* YOUR ASSIGNMENT: This exercise calls for every line of the data below with the string "main" in it.
___ RAW DATA
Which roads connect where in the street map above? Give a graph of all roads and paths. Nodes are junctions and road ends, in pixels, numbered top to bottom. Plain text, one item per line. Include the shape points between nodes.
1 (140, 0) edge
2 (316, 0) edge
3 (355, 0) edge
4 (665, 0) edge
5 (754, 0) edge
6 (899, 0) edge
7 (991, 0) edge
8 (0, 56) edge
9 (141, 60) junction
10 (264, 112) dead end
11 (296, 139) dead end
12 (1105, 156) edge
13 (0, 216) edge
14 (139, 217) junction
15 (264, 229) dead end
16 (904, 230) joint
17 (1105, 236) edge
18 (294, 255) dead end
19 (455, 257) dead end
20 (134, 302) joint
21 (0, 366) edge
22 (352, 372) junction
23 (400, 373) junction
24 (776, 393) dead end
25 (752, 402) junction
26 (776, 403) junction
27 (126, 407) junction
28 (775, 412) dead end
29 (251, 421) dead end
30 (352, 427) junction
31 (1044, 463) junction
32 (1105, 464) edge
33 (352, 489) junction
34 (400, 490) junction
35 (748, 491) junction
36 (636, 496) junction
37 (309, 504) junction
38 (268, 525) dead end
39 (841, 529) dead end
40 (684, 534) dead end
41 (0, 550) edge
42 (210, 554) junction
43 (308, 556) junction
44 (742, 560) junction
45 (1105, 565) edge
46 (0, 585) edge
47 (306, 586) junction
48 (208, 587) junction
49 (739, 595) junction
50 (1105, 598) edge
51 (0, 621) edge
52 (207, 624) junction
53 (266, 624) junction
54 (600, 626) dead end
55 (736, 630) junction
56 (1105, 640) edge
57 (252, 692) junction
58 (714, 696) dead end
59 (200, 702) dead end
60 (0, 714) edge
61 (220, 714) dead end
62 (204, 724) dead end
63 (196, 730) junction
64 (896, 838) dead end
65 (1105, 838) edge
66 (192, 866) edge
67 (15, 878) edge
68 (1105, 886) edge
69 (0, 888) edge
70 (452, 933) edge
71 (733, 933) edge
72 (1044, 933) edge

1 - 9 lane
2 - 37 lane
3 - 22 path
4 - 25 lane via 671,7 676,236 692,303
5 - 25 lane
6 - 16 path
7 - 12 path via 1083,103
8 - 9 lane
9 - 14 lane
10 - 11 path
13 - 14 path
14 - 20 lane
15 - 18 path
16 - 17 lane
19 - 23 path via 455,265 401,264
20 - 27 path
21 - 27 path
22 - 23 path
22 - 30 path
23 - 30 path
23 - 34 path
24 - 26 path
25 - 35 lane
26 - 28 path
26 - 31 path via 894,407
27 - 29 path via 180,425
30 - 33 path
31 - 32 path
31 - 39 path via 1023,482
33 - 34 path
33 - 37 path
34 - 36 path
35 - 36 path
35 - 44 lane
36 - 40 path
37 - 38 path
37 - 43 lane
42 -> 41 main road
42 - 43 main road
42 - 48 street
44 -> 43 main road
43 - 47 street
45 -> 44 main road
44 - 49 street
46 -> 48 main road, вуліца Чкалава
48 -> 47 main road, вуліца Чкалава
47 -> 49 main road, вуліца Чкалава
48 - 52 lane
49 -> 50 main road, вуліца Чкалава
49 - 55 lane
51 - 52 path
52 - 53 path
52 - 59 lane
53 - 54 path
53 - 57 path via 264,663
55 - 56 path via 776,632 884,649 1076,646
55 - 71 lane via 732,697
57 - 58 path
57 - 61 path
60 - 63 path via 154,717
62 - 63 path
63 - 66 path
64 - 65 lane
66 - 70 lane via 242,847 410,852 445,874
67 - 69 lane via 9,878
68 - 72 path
______
* ANSWER TO THE PROBLEM:
42 -> 41 main road
42 - 43 main road
44 -> 43 main road
45 -> 44 main road
46 -> 48 main road, вуліца Чкалава
48 -> 47 main road, вуліца Чкалава
47 -> 49 main road, вуліца Чкалава
49 -> 50 main road, вуліца Чкалава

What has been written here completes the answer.